### What to do
Leave out the pictures and restate every entry word for word.

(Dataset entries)
_ _ _ _ _ _ _
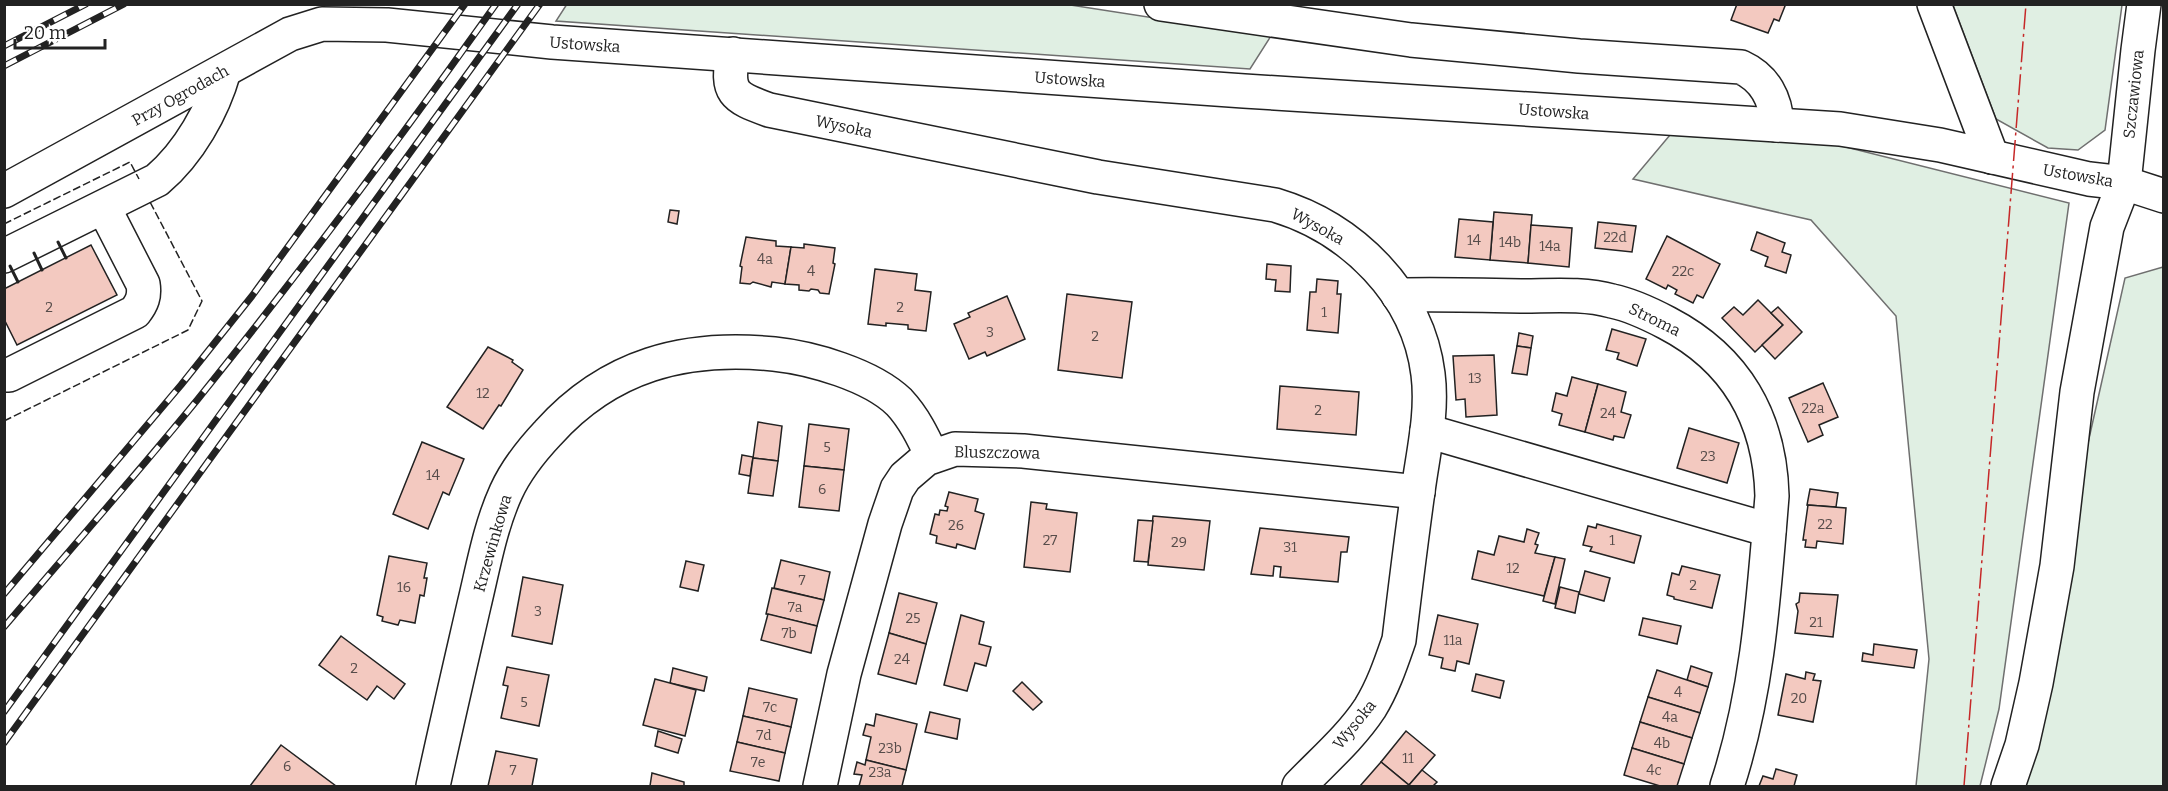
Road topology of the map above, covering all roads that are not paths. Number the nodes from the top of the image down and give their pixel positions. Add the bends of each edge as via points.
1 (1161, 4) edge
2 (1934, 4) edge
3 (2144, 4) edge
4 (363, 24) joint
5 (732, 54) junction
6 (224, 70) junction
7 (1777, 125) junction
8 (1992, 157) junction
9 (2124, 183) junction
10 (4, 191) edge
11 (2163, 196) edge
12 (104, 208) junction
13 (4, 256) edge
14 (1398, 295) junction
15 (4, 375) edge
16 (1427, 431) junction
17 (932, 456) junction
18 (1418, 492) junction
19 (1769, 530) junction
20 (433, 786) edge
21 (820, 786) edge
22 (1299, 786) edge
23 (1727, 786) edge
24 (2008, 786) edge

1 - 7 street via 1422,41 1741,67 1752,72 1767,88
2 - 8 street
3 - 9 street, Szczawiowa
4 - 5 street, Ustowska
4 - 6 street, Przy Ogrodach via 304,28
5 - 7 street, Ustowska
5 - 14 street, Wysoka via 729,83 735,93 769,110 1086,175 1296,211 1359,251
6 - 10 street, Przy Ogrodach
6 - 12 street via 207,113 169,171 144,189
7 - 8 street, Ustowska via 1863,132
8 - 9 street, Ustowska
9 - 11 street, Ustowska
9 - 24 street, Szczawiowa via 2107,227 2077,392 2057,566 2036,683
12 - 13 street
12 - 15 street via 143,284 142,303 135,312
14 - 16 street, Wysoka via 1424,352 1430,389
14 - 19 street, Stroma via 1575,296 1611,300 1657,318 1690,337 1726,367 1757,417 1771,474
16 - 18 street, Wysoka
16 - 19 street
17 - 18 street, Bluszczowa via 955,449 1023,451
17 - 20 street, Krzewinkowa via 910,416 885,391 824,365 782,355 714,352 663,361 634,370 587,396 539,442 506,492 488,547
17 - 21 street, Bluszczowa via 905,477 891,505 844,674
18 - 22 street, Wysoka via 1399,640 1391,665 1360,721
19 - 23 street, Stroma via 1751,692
_ _ _ _ _ _ _
### Exercise response
Road topology of the map above, covering all roads that are not paths. Number the nodes from the top of the image down and give their pixel positions. Add the bends of each edge as via points.
1 (1161, 4) edge
2 (1934, 4) edge
3 (2144, 4) edge
4 (363, 24) joint
5 (732, 54) junction
6 (224, 70) junction
7 (1777, 125) junction
8 (1992, 157) junction
9 (2124, 183) junction
10 (4, 191) edge
11 (2163, 196) edge
12 (104, 208) junction
13 (4, 256) edge
14 (1398, 295) junction
15 (4, 375) edge
16 (1427, 431) junction
17 (932, 456) junction
18 (1418, 492) junction
19 (1769, 530) junction
20 (433, 786) edge
21 (820, 786) edge
22 (1299, 786) edge
23 (1727, 786) edge
24 (2008, 786) edge

1 - 7 street via 1422,41 1741,67 1752,72 1767,88
2 - 8 street
3 - 9 street, Szczawiowa
4 - 5 street, Ustowska
4 - 6 street, Przy Ogrodach via 304,28
5 - 7 street, Ustowska
5 - 14 street, Wysoka via 729,83 735,93 769,110 1086,175 1296,211 1359,251
6 - 10 street, Przy Ogrodach
6 - 12 street via 207,113 169,171 144,189
7 - 8 street, Ustowska via 1863,132
8 - 9 street, Ustowska
9 - 11 street, Ustowska
9 - 24 street, Szczawiowa via 2107,227 2077,392 2057,566 2036,683
12 - 13 street
12 - 15 street via 143,284 142,303 135,312
14 - 16 street, Wysoka via 1424,352 1430,389
14 - 19 street, Stroma via 1575,296 1611,300 1657,318 1690,337 1726,367 1757,417 1771,474
16 - 18 street, Wysoka
16 - 19 street
17 - 18 street, Bluszczowa via 955,449 1023,451
17 - 20 street, Krzewinkowa via 910,416 885,391 824,365 782,355 714,352 663,361 634,370 587,396 539,442 506,492 488,547
17 - 21 street, Bluszczowa via 905,477 891,505 844,674
18 - 22 street, Wysoka via 1399,640 1391,665 1360,721
19 - 23 street, Stroma via 1751,692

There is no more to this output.